TASK DIRECTIONS
Copy, from the listing, every line in which the string "thumb" is present.

PROVIDED DATA section start

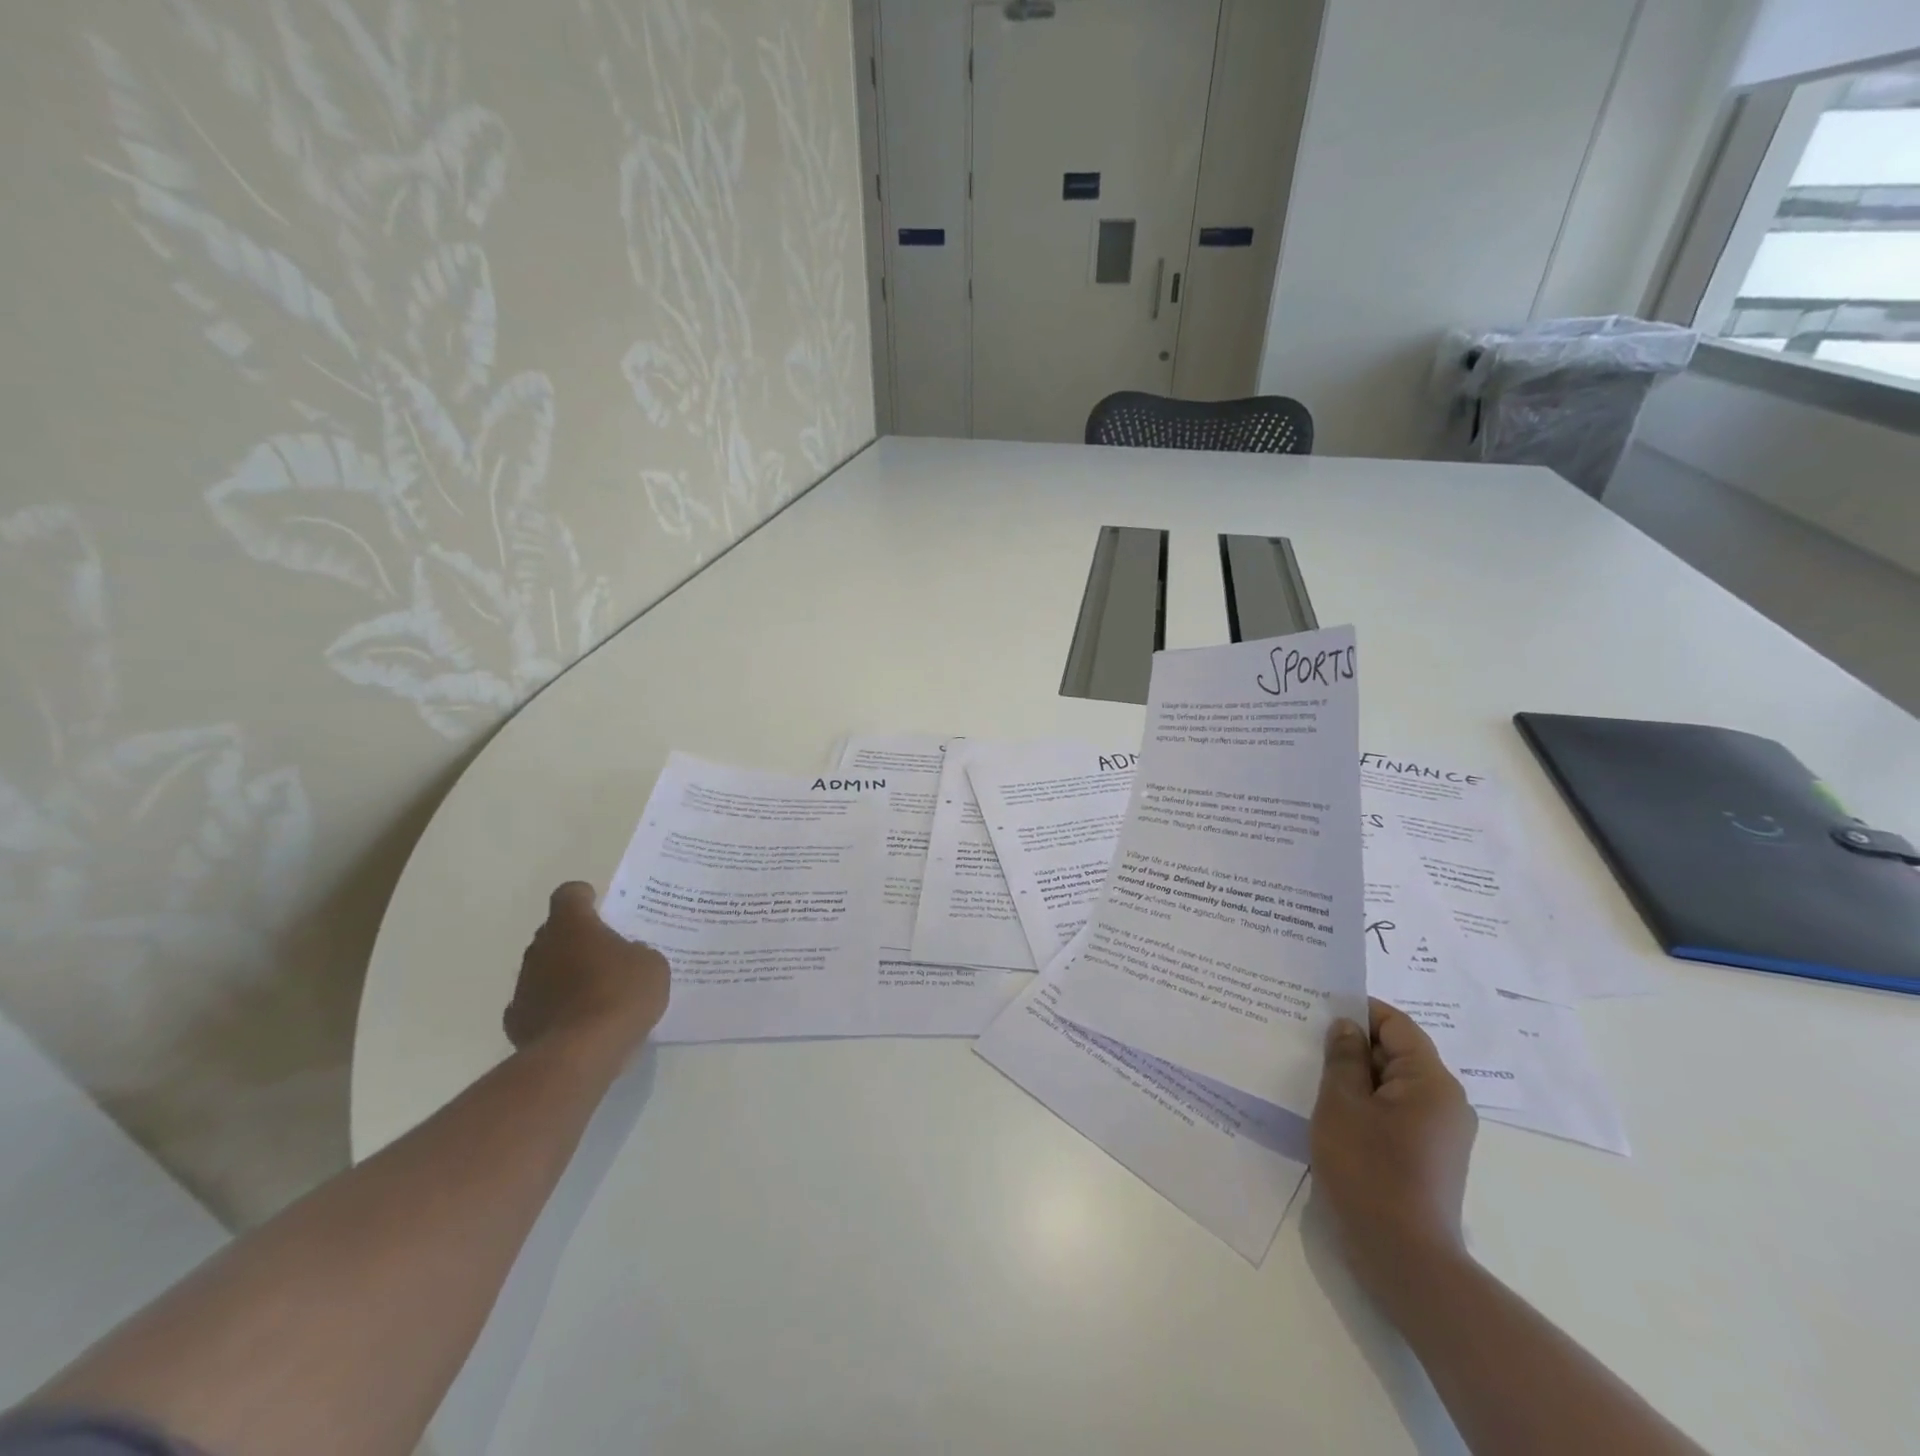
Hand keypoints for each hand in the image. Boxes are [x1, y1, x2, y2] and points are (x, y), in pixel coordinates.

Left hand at [504, 883, 670, 1053]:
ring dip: (563, 974)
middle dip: (575, 939)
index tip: (599, 906)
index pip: (569, 894)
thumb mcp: (651, 964)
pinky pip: (536, 1004)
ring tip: (593, 993)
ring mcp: (524, 985)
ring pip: (543, 968)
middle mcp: (541, 948)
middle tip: (605, 953)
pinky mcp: (516, 1020)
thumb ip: (636, 952)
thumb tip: (626, 956)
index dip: (584, 898)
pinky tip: (574, 1022)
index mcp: (572, 925)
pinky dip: (552, 1008)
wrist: (581, 1052)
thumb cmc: (621, 994)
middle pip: (554, 932)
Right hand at [1311, 998, 1476, 1301]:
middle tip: (1306, 1039)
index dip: (1359, 1010)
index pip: (1397, 1025)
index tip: (1318, 1008)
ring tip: (1313, 1072)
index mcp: (1432, 1082)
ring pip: (1394, 1084)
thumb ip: (1342, 1058)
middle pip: (1397, 1053)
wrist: (1404, 1260)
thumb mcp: (1342, 1104)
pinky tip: (1333, 1110)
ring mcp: (1441, 1132)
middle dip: (1353, 1044)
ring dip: (1357, 1076)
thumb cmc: (1369, 1171)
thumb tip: (1346, 1027)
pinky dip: (1367, 1102)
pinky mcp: (1429, 1156)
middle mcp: (1446, 1102)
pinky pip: (1396, 1111)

PROVIDED DATA section end

REPLY TO THE TASK
thumb mcp: (651, 964)
thumb ip: (636, 952)
thumb tip: (626, 956)
thumb cmc: (621, 994)
thumb ip: (1342, 1058)
thumb mcp: (1342, 1104)
thumb cmc: (1369, 1171)
thumb tip: (1346, 1027)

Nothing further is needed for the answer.